- What is required -
Exactly repeat all the records below, omitting the images they hold.

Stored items
* * *

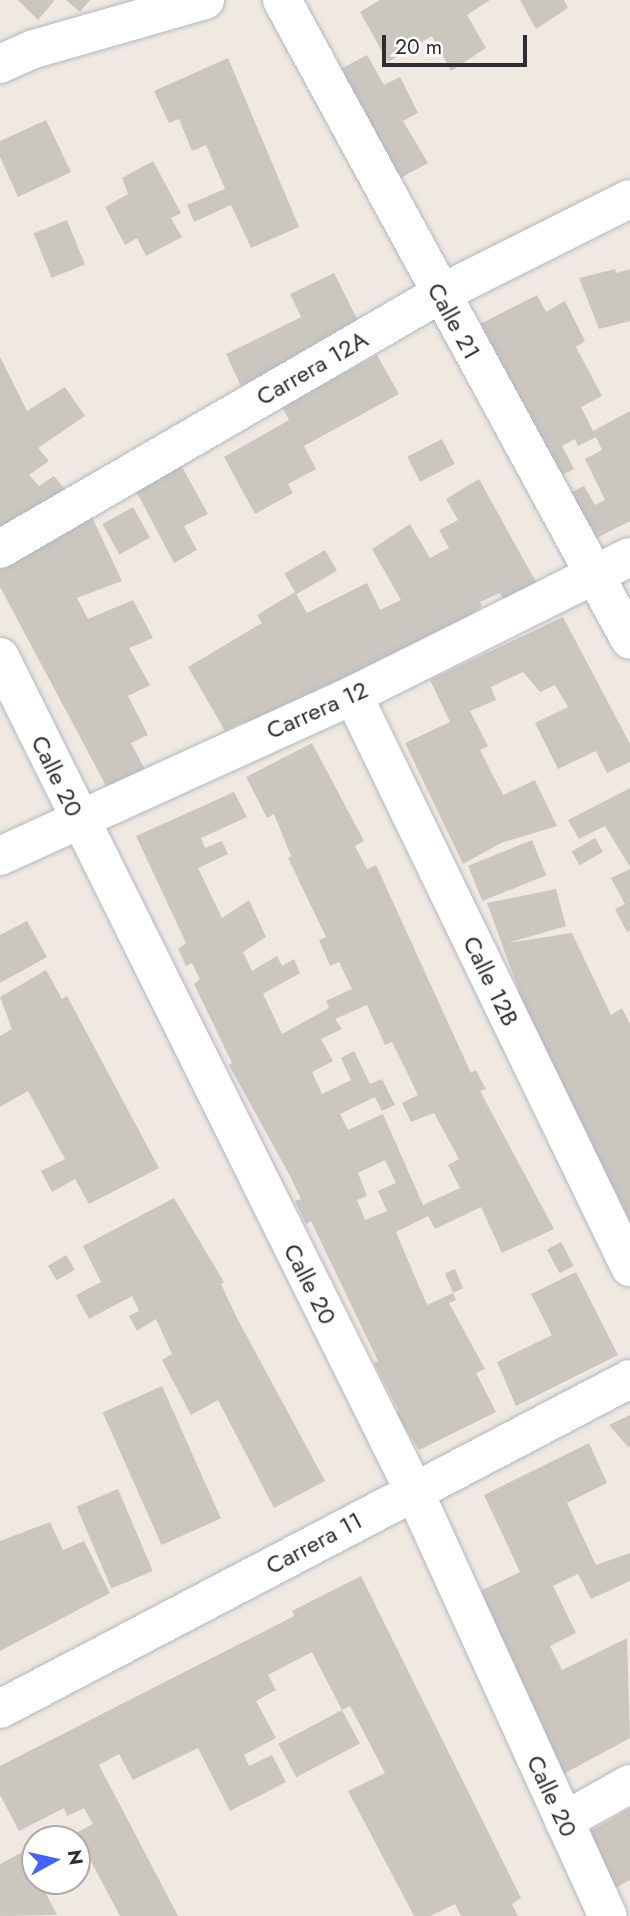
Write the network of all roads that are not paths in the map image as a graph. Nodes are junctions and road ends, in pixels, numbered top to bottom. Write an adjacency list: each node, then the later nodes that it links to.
1 (205, 0): 3 (street)
2 (282, 0): 5 (street, Calle 21)
3 (0, 64)
4 (630, 199): 5 (street, Carrera 12A)
5 (440, 295): 6 (street, Carrera 12A); 8 (street, Calle 21)
6 (0, 549)
7 (630, 556): 8 (street, Carrera 12)
8 (594, 576): 9 (street, Calle 21); 11 (street, Carrera 12)
9 (630, 640)
10 (0, 657): 12 (street, Calle 20)
11 (353, 695): 12 (street, Carrera 12); 14 (street, Calle 12B)
12 (76, 817): 13 (street, Carrera 12); 16 (street, Calle 20)
13 (0, 856)
14 (630, 1266)
15 (630, 1379): 16 (street, Carrera 11)
16 (414, 1491): 17 (street, Carrera 11); 19 (street, Calle 20)
17 (0, 1709)
18 (630, 1784): 19 (street)
19 (564, 1821): 20 (street, Calle 20)
20 (608, 1916)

* * *

- Solution -
Write the network of all roads that are not paths in the map image as a graph. Nodes are junctions and road ends, in pixels, numbered top to bottom. Write an adjacency list: each node, then the later nodes that it links to.
1 (205, 0): 3 (street)
2 (282, 0): 5 (street, Calle 21)
3 (0, 64)
4 (630, 199): 5 (street, Carrera 12A)
5 (440, 295): 6 (street, Carrera 12A); 8 (street, Calle 21)
6 (0, 549)
7 (630, 556): 8 (street, Carrera 12)
8 (594, 576): 9 (street, Calle 21); 11 (street, Carrera 12)
9 (630, 640)
10 (0, 657): 12 (street, Calle 20)
11 (353, 695): 12 (street, Carrera 12); 14 (street, Calle 12B)
12 (76, 817): 13 (street, Carrera 12); 16 (street, Calle 20)
13 (0, 856)
14 (630, 1266)
15 (630, 1379): 16 (street, Carrera 11)
16 (414, 1491): 17 (street, Carrera 11); 19 (street, Calle 20)
17 (0, 1709)
18 (630, 1784): 19 (street)
19 (564, 1821): 20 (street, Calle 20)
20 (608, 1916)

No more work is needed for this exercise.